MATERIAL FOR THIS TASK:
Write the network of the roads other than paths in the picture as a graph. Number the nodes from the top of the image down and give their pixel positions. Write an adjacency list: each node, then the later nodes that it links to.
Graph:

---

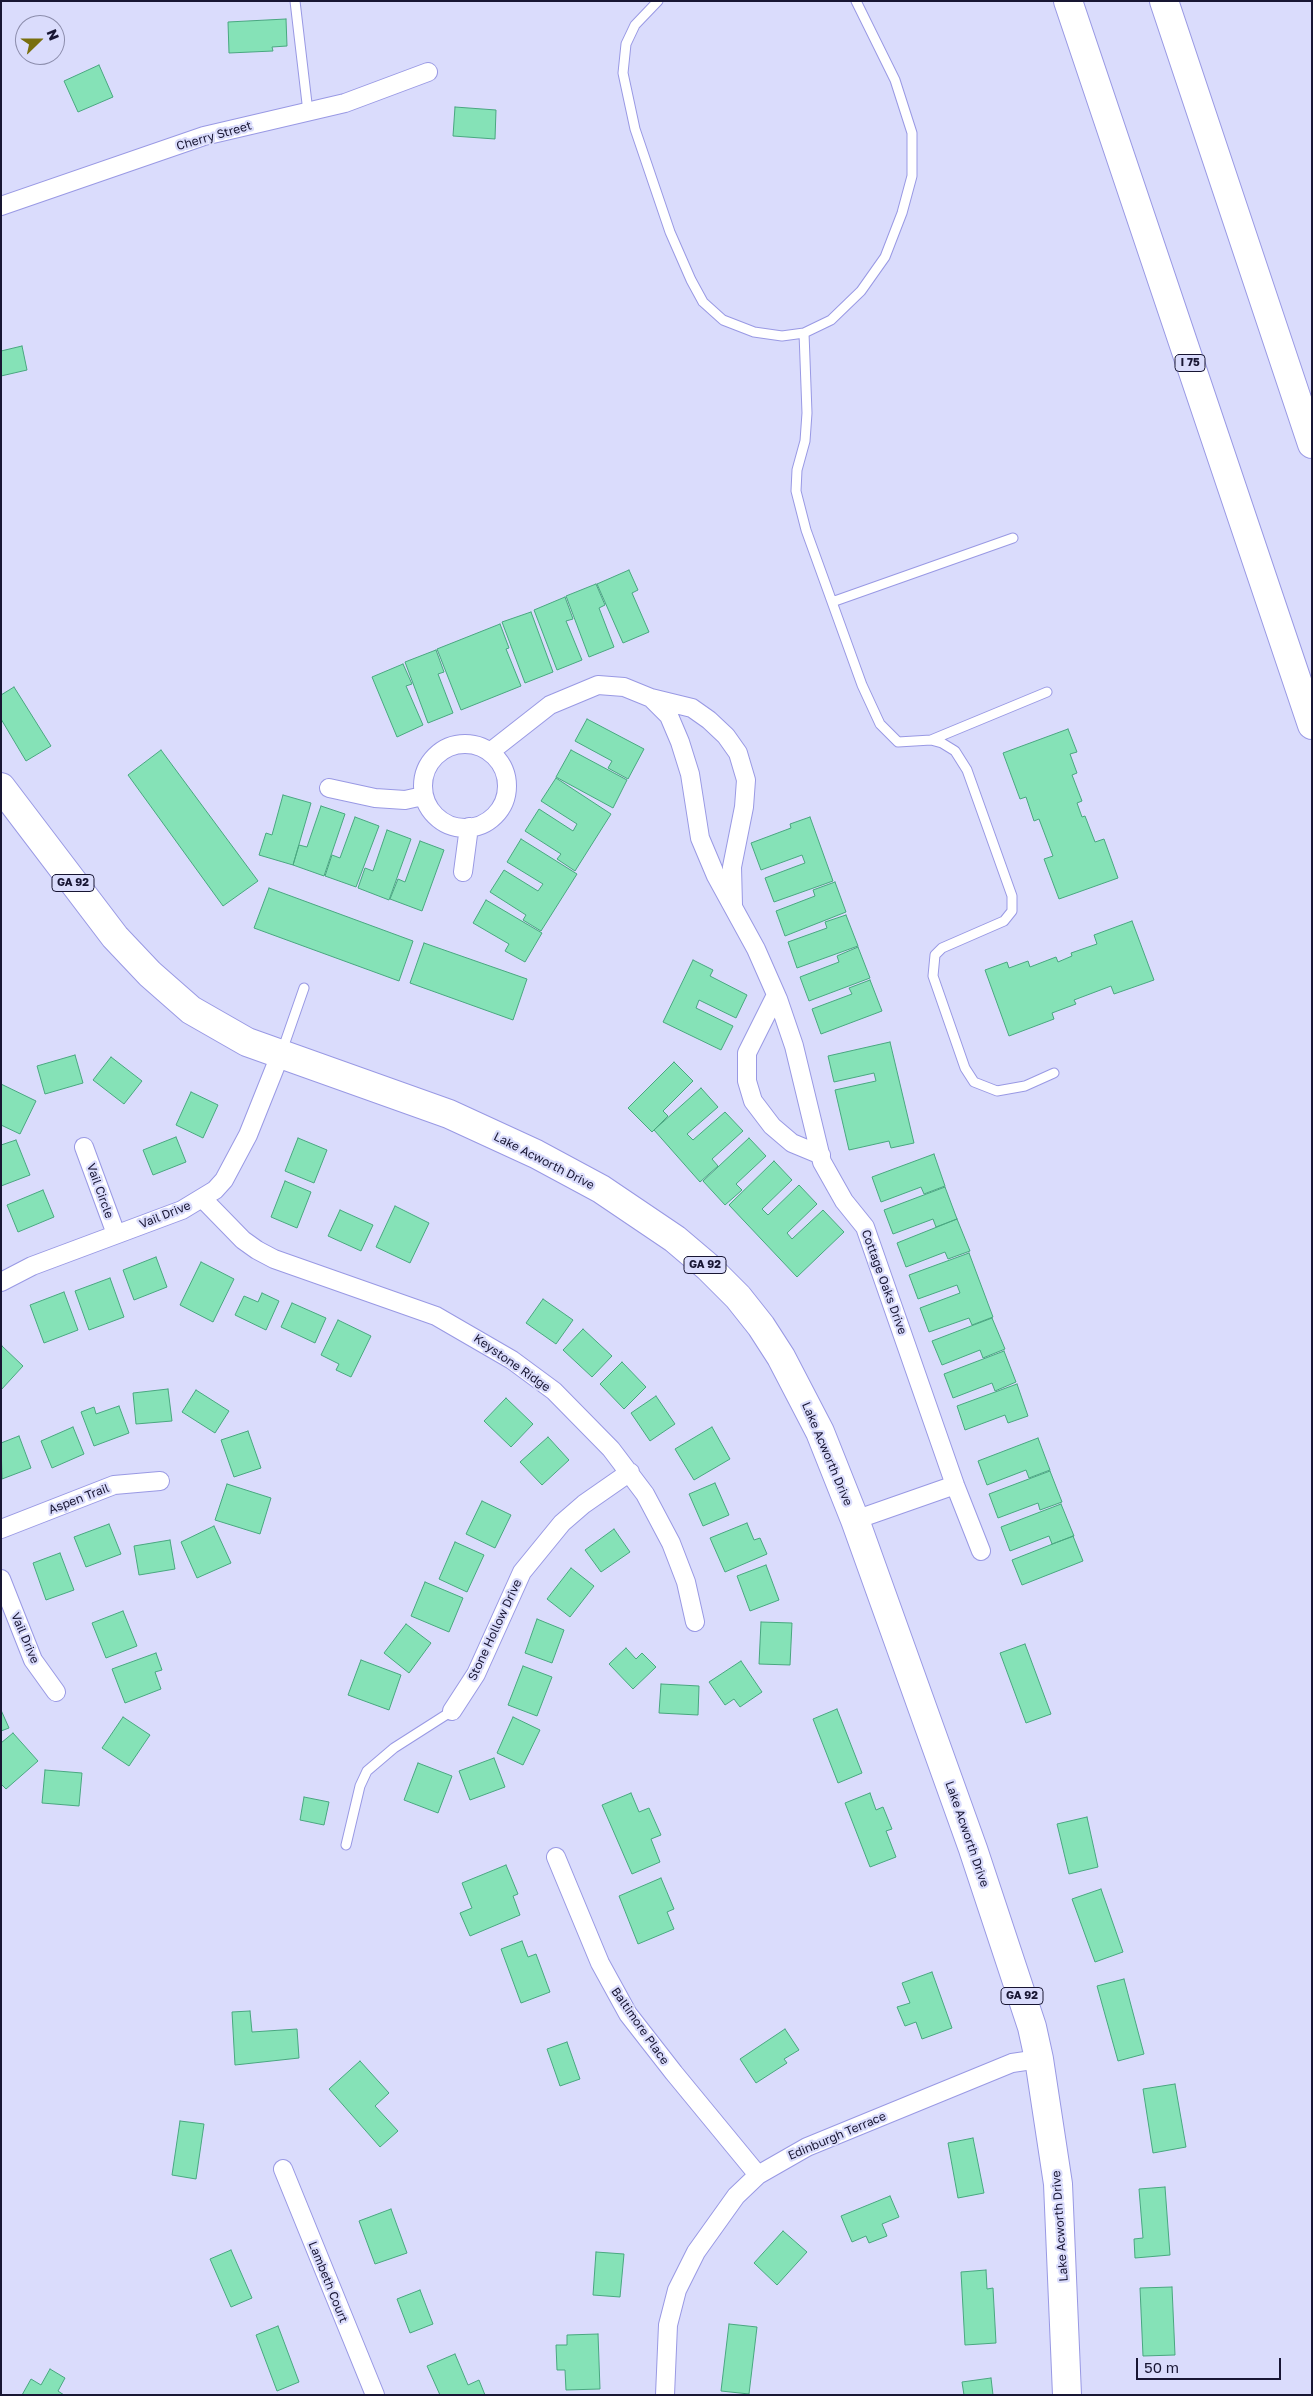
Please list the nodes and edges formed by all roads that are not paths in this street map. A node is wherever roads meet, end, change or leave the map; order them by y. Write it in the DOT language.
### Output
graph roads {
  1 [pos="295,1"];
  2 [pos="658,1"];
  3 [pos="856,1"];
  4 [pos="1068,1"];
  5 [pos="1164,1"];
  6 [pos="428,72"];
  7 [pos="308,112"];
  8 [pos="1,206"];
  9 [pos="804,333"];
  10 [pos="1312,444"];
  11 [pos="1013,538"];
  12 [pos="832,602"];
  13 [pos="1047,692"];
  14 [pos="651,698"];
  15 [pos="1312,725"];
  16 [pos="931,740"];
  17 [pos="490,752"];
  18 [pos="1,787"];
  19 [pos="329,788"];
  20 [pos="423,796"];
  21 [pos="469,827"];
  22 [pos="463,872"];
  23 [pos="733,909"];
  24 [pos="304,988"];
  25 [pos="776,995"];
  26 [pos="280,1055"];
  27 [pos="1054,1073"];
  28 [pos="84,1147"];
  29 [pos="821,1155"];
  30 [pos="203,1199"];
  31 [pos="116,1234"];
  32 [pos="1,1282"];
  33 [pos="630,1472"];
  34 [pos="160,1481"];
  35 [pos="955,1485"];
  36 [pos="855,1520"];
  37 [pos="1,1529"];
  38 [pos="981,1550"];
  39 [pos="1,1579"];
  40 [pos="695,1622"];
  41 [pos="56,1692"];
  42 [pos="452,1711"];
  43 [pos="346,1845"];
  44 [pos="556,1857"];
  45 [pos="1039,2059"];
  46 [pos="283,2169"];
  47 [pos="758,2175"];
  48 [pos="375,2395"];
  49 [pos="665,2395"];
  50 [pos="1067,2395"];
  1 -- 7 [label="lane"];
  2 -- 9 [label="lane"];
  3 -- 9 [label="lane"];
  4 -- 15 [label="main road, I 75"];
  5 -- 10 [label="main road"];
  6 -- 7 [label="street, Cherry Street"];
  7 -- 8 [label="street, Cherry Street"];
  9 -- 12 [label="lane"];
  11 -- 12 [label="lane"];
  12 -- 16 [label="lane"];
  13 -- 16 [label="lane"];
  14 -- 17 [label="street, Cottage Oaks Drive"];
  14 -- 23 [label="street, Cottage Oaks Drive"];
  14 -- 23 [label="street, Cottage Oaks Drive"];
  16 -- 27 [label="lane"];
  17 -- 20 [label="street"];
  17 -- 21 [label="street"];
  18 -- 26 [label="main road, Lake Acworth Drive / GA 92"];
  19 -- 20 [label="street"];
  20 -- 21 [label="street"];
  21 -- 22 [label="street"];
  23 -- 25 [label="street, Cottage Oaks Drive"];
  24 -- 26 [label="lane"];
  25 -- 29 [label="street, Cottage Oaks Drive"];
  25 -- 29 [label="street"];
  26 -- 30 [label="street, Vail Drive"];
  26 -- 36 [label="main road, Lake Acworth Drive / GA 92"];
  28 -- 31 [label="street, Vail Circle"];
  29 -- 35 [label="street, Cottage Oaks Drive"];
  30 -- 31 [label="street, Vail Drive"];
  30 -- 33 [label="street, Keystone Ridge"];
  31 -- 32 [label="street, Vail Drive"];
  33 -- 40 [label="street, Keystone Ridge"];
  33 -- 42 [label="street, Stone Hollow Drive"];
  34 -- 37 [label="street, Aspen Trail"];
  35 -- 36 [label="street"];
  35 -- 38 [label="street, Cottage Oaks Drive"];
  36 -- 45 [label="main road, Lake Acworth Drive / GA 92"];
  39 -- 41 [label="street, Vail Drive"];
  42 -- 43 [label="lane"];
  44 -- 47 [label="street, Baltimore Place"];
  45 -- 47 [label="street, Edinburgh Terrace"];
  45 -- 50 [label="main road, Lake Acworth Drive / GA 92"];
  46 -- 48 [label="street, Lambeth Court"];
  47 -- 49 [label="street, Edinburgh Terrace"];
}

WORK ITEM: Find every line of the data that includes the string "paths". Copy each of those lines.

OUTPUT OF THE EXERCISE:
Write the network of the roads other than paths in the picture as a graph. Number the nodes from the top of the image down and give their pixel positions. Write an adjacency list: each node, then the later nodes that it links to.
Please list the nodes and edges formed by all roads that are not paths in this street map. A node is wherever roads meet, end, change or leave the map; order them by y. Write it in the DOT language.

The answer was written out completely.